In making the outer insulator 212b (at extrusion molding), to avoid the outer insulator 212b from being welded to the inner insulator 212a, it is preferable to use a resin with a lower melting point for the outer insulator 212b than that of the resin used for the inner insulator 212a. The melting point of the resin used for the inner insulator 212a is, e.g., 250° C. or more and 330° C. or less. The melting point of the resin used for the outer insulator 212b is, e.g., 90° C. or more and 170° C. or less. Also, to maintain the high frequency characteristics, it is preferable that the inner insulator 212a, which is closer to the signal conductor 211, has lower permittivity than that of the outer insulator 212b. The permittivity of the inner insulator 212a is, e.g., from 2.0 or more and 2.8 or less (more preferably, 2.1 or more and 2.6 or less). Also, to maintain the high frequency characteristics, it is preferable that the thickness of the inner insulator 212a is thicker than that of the outer insulator 212b. The thickness of the inner insulator 212a is, e.g., from 1.5 to 2.0 times of the thickness of the outer insulator 212b (more preferably in the range from 1.6 to 1.7 times). In the present embodiment, as the inner insulator 212a, fluorine resins with low permittivity such as FEP (tetrafluoroethylene hexafluoropropylene copolymer) or PFA (tetrafluoroethylene perfluoroalkyl vinyl ether copolymer) are used. Also, as the outer insulator 212b, resins such as PE (polyethylene) and PP (polypropylene) are used, because they have relatively low permittivity and are not easily welded to the inner insulator 212a which is made of fluorine resin.

Additionally, it is preferable that both the inner insulator 212a and the outer insulator 212b have elongation of 150% or above. With the above elongation, even if two signal lines 21 are arranged parallel to each other in the cable longitudinal direction and contacting to each other so that the two signal lines 21 are not easily moved when twisted, the inner insulator 212a and the outer insulator 212b are not easily broken by bending or twisting. Therefore, the signal transmission cable 2 is able to perform stable signal transmission, even if it is bent or twisted in wiring.

As described above, to set the characteristic impedance of the signal lines 21 to a desired value, the outer diameter of the signal line 21 is relatively large in the present embodiment. Thus, the power supply line 3 has a smaller outer diameter than that of the signal lines 21. To be more specific, the outer diameter of the power supply line 3 is at least 0.5 times but less than 1 time of the outer diameter of the signal lines 21. In the present embodiment, the outer diameter of the signal lines 21 is 1.50 mm or more and 1.80 mm or less, and the outer diameter of the power supply line 3 is at least 1.00 mm but less than 1.50 mm.

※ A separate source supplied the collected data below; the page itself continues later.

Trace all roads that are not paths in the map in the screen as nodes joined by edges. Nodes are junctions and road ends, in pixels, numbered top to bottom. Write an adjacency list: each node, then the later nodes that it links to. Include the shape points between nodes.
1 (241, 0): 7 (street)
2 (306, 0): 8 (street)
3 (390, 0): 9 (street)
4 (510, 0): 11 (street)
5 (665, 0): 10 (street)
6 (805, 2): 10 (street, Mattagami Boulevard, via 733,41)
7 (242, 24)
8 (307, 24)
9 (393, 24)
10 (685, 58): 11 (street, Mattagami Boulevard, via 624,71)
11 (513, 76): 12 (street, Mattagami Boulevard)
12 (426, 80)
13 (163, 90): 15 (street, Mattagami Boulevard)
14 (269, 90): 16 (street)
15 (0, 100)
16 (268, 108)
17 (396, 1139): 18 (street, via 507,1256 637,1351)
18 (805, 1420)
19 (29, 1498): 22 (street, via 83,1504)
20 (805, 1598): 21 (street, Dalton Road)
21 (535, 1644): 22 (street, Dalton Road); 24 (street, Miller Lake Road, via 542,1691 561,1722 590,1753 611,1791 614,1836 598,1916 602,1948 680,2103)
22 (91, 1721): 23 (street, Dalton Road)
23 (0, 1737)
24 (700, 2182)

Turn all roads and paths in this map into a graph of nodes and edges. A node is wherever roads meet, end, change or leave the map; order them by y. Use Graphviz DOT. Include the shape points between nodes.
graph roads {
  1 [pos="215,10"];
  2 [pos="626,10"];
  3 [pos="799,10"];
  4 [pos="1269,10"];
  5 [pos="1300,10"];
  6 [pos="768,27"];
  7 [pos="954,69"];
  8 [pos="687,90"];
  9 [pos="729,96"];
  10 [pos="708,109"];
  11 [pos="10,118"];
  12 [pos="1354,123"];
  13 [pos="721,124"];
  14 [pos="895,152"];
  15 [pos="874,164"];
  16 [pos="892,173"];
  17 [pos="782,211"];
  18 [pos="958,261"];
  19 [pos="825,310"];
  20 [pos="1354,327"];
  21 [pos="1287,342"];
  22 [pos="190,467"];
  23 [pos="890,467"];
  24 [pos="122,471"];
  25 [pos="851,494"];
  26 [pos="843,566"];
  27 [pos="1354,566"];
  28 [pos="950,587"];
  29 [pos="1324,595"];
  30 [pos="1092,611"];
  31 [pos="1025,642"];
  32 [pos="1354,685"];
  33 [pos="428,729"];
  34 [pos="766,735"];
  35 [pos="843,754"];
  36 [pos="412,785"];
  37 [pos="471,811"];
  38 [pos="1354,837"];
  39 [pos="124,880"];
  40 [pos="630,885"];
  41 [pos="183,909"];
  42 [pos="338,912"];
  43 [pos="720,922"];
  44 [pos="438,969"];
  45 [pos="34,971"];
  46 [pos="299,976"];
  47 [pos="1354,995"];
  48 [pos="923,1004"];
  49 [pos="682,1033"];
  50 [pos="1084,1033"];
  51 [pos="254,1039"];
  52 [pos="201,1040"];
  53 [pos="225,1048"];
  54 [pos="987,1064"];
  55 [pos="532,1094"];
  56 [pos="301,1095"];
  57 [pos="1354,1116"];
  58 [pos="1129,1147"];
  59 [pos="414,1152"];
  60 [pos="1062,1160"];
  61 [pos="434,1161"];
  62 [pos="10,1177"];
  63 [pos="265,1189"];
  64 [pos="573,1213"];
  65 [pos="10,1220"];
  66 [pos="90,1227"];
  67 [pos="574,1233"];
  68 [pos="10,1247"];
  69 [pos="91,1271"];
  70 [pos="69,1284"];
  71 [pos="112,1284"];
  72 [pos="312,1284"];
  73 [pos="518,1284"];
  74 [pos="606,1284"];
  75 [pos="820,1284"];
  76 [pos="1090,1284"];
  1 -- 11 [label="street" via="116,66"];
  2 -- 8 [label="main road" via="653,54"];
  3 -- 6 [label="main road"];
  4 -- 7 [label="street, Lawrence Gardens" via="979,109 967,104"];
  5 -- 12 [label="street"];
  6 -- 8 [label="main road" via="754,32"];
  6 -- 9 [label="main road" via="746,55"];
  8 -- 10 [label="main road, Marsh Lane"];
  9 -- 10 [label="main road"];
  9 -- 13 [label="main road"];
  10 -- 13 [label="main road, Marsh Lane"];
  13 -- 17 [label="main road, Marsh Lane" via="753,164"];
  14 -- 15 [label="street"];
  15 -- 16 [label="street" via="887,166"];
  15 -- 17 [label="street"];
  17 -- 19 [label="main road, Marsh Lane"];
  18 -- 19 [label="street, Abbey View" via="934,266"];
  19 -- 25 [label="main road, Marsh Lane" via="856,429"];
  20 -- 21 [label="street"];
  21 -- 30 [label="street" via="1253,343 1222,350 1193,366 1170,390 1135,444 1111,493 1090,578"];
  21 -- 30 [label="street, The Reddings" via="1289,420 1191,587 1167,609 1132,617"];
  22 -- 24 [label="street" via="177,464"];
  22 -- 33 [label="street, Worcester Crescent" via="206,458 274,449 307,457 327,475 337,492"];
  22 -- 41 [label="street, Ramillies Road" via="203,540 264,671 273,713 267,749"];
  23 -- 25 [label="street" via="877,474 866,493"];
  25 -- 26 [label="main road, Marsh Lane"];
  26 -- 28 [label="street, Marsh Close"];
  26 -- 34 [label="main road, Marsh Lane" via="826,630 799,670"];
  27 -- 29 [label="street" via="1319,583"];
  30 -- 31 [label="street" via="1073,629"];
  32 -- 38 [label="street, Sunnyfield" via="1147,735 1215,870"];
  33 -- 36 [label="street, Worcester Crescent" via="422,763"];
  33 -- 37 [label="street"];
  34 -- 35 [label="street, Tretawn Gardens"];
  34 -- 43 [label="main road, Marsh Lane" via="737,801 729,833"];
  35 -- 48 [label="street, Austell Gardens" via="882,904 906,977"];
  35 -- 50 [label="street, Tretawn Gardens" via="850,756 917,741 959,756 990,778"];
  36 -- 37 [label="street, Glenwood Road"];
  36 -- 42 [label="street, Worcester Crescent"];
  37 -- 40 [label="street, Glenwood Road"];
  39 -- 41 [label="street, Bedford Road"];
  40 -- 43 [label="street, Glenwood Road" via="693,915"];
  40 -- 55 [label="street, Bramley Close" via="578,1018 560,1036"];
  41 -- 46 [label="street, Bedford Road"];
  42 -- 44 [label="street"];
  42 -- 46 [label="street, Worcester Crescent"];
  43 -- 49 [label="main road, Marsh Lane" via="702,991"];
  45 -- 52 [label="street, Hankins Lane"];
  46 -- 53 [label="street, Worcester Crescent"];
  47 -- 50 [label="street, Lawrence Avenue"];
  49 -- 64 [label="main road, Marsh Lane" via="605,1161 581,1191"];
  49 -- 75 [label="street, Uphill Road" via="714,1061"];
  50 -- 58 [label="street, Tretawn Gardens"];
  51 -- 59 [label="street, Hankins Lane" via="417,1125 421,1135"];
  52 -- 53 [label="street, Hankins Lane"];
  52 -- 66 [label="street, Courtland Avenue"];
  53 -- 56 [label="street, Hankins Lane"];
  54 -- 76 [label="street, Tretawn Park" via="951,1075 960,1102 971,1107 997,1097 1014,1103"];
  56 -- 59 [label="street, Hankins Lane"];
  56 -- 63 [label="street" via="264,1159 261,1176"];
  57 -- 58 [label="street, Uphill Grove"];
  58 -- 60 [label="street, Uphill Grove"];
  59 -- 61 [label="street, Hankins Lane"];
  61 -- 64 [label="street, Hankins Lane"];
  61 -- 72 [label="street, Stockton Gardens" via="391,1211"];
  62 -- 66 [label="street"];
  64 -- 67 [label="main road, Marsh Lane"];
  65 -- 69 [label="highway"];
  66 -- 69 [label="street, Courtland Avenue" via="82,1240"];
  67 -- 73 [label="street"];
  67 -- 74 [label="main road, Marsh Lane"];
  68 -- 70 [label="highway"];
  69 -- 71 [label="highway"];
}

The pair of signal lines 21 are arranged parallel to each other and contacting to each other. In other words, the signal transmission cable 2 is a two-core parallel cable. Also, a resin tape made of PET (polyethylene terephthalate) and the like is spirally wrapped around the pair of signal lines 21. The shield layer 22 is configured by spirally wrapping a metal tape around the resin tape 23.

As shown in FIG. 3, the metal tape that configures the shield layer 22 has a metal layer 222 on one side of a resin layer 221 and an adhesive layer 223 on the other side of the resin layer 221. In the present embodiment, a metal tape composed of an Al/PET tape wherein the metal layer 222 made of Al (aluminum) is provided on one side of the resin layer 221 made of PET (polyethylene terephthalate), and the adhesive layer 223 made of thermosetting resin is provided on the other side of the resin layer 221, is used. However, the present invention is not limited thereto, and a metal tape with the metal layer 222 made of copper can be used. Also, a metal tape with the resin layer 221 made of polyester resin other than PET can be used.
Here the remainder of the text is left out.